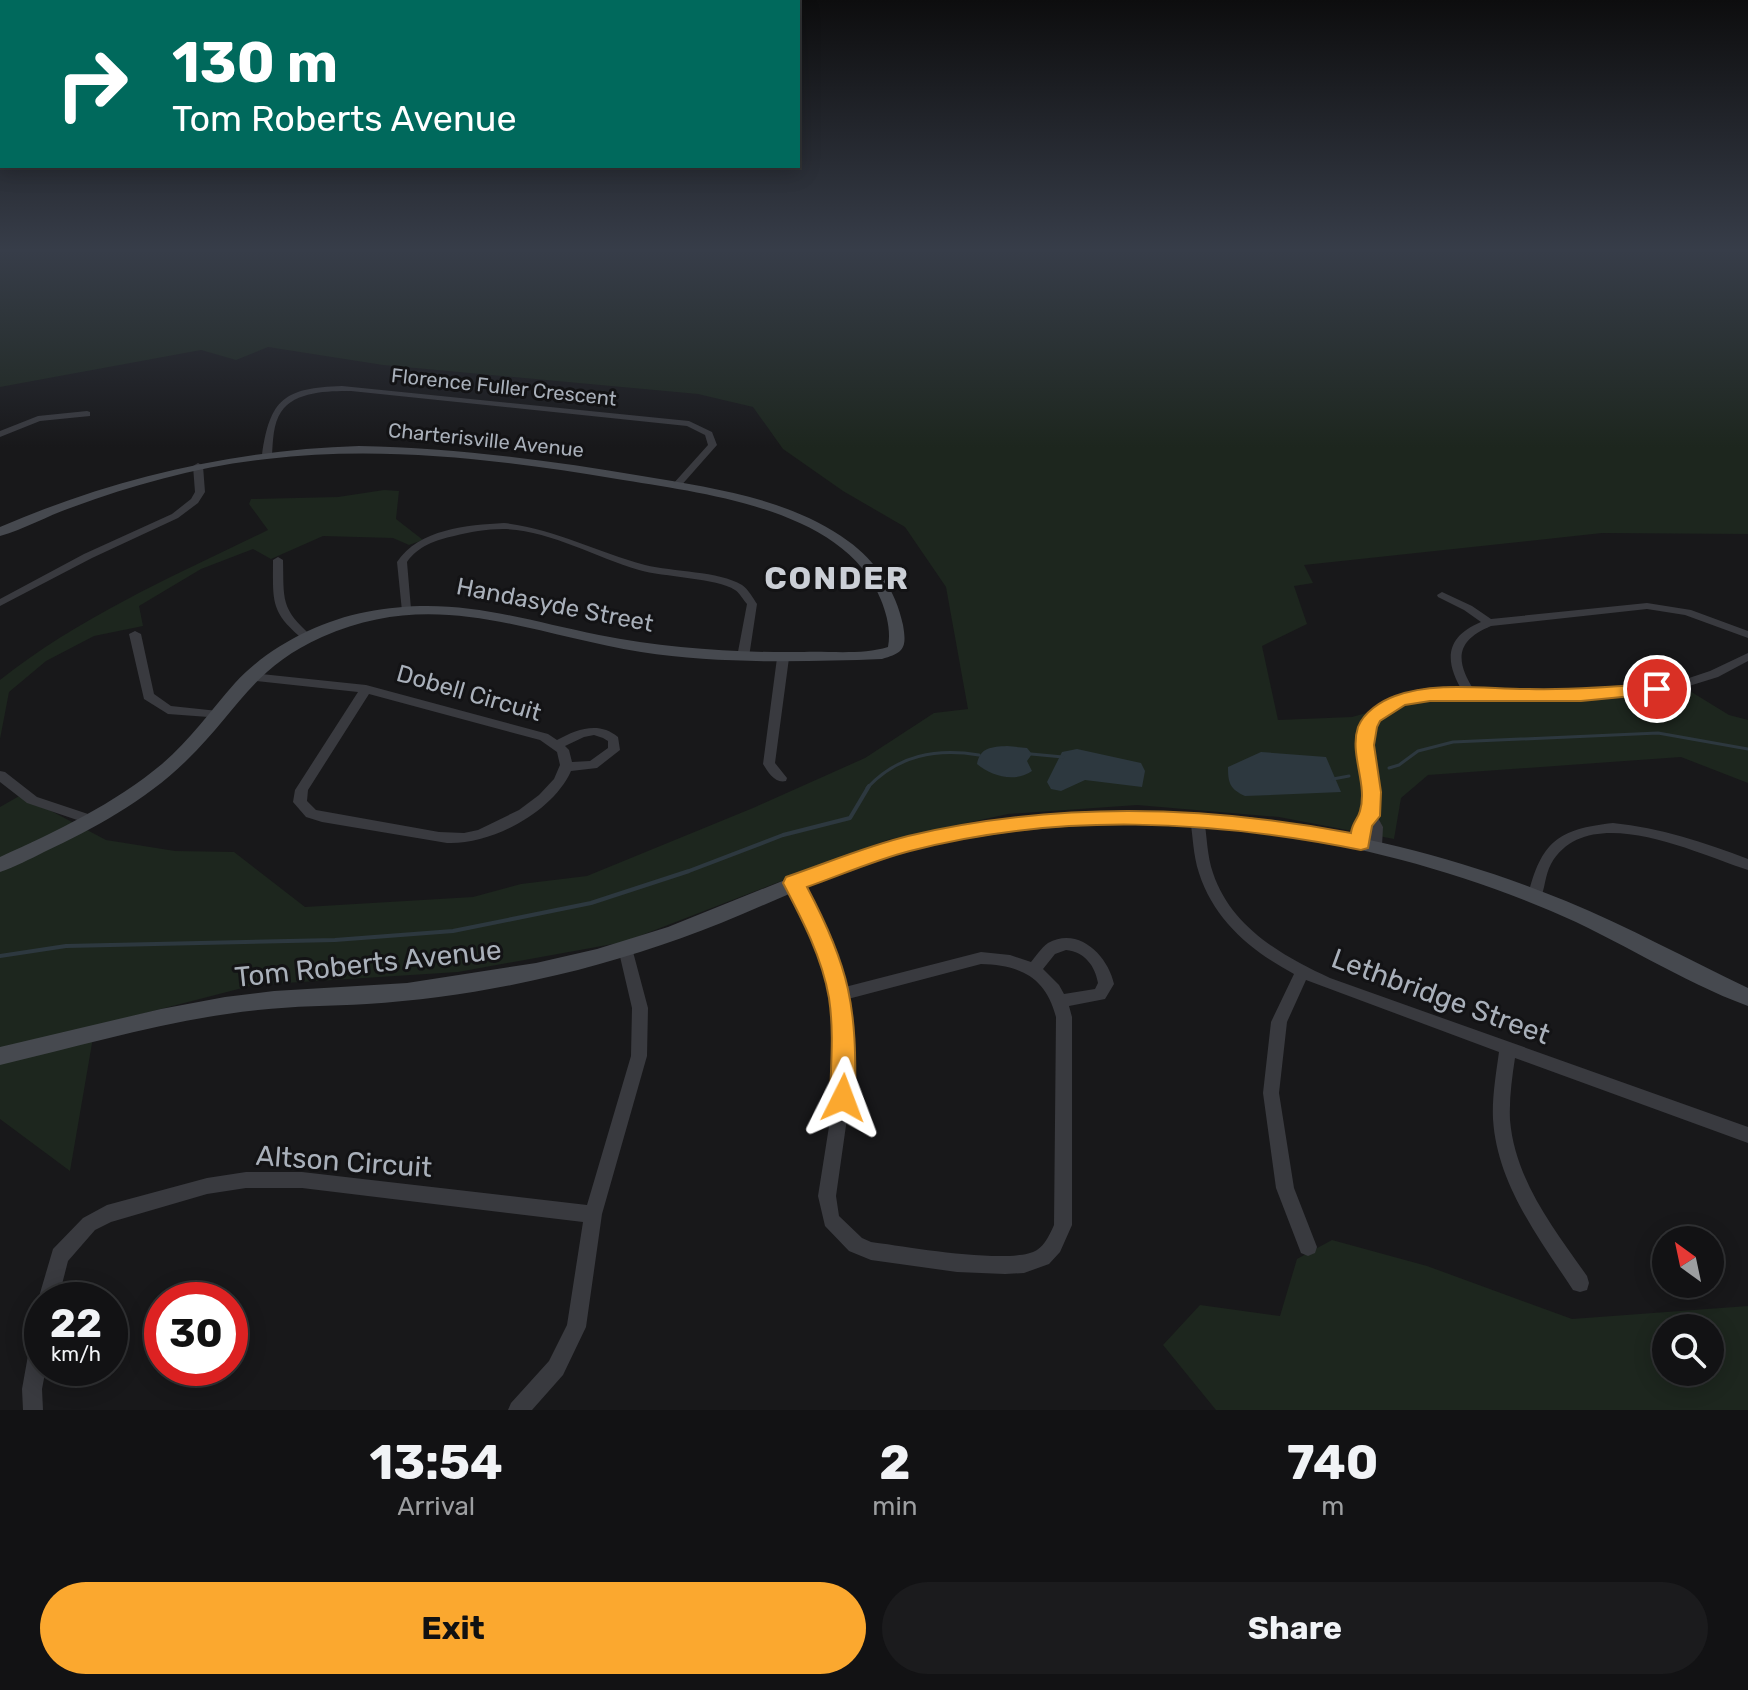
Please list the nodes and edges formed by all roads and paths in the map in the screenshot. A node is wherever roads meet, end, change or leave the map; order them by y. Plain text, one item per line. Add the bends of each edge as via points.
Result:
1 (87, 414) dead end
2 (0, 434) edge
3 (267, 455) junction
4 (198, 466) junction
5 (676, 486) junction
6 (1, 530) edge
7 (278, 560) dead end
8 (1442, 595) dead end
9 (0, 603) edge
10 (406, 609) junction
11 (1489, 623) junction
12 (135, 634) dead end
13 (1748, 635) edge
14 (308, 638) junction
15 (895, 650) joint
16 (1748, 656) edge
17 (743, 657) junction
18 (783, 658) junction
19 (251, 677) junction
20 (366, 689) junction
21 (1471, 695) junction
22 (218, 715) junction
23 (559, 744) junction
24 (568, 767) junction
25 (0, 775) edge
26 (781, 778) dead end
27 (1197, 818) junction
28 (92, 820) junction
29 (1368, 844) junction
30 (0, 865) edge
31 (1748, 865) edge
32 (794, 883) junction
33 (1535, 896) junction
34 (625, 948) junction
35 (1034, 969) junction
36 (1302, 972) junction
37 (840, 995) junction
38 (1747, 997) edge
39 (1062, 1001) junction
40 (1508, 1048) junction
41 (9, 1054) edge
42 (1748, 1135) edge
43 (593, 1214) junction
44 (1308, 1247) dead end
45 (53, 1282) edge
46 (1580, 1283) dead end
47 (33, 1386) edge
48 (33, 1410) edge
49 (518, 1410) edge

1 - 2 street via 38,419
3 - 4 street, Charterisville Avenue
3 - 5 street, Charterisville Avenue via 336,449 440,454
3 - 5 street, Florence Fuller Crescent via 281,407 309,393 351,389 689,424 709,434 713,445
4 - 6 street, Charterisville Avenue via 121,486
4 - 9 street via 200,492 186,509
5 - 15 street, Charterisville Avenue via 781,511 840,541 877,577 894,617
7 - 14 street via 279,609
8 - 11 street
10 - 14 street, Handasyde Street via 356,619
10 - 17 street, Handasyde Street via 469,609 618,644
10 - 17 street via 402,562 418,544 477,528 527,528 639,567 740,588 752,604
11 - 13 street via 1647,606 1687,612
11 - 21 street via 1468,632 1455,652 1461,680
12 - 22 street via 148,696 168,710
14 - 19 street, Handasyde Street
15 - 18 street, Handasyde Street
16 - 21 street via 1729,669 1657,689
17 - 18 street, Handasyde Street
18 - 26 street via 769,764
19 - 20 street, Dobell Circuit
19 - 22 street, Handasyde Street
20 - 23 street, Dobell Circuit
20 - 24 street, Dobell Circuit via 302,790 300,802 311,814 473,837 506,823 555,788
21 - 29 street via 1410,697 1373,717 1365,745 1370,816 1376,827
22 - 28 street, Handasyde Street via 168,768
23 - 24 street, Dobell Circuit
23 - 24 street, Dobell Circuit via 588,731 614,740 614,750 600,762
25 - 28 street via 32,800
27 - 29 street, Tom Roberts Avenue
27 - 32 street, Tom Roberts Avenue via 1078,817 966,831 879,852
27 - 36 street, Lethbridge Street via 1205,872 1218,901 1263,949
28 - 30 street, Handasyde Street
29 - 33 street, Tom Roberts Avenue
31 - 33 street via 1656,833 1588,832 1555,847 1545,860
32 - 34 street, Tom Roberts Avenue
32 - 37 street via 821,935
33 - 38 street, Tom Roberts Avenue
34 - 41 street, Tom Roberts Avenue via 491,980 210,1008
34 - 43 street via 640,1008 639,1056
35 - 37 street via 1008,959 981,958
35 - 39 street
35 - 39 street via 1058,946 1077,947 1096,958 1105,971 1100,994
36 - 40 street, Lethbridge Street
36 - 44 street via 1279,1022 1271,1093 1285,1188
37 - 39 street via 845,1076 827,1196 831,1220 856,1245 871,1251 1015,1266 1043,1257 1063,1225
40 - 42 street, Lethbridge Street
40 - 46 street via 1502,1123 1509,1156 1532,1212
43 - 45 street, Altson Circuit via 302,1180 246,1180 107,1214 89,1224 60,1256
43 - 49 street via 576,1327 556,1368
47 - 48 street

======

Try it.
Search the records line by line for the word "Roberts" and copy every line where it appears.

Answer space.
27 - 29 street, Tom Roberts Avenue
27 - 32 street, Tom Roberts Avenue via 1078,817 966,831 879,852
29 - 33 street, Tom Roberts Avenue
32 - 34 street, Tom Roberts Avenue
33 - 38 street, Tom Roberts Avenue
34 - 41 street, Tom Roberts Avenue via 491,980 210,1008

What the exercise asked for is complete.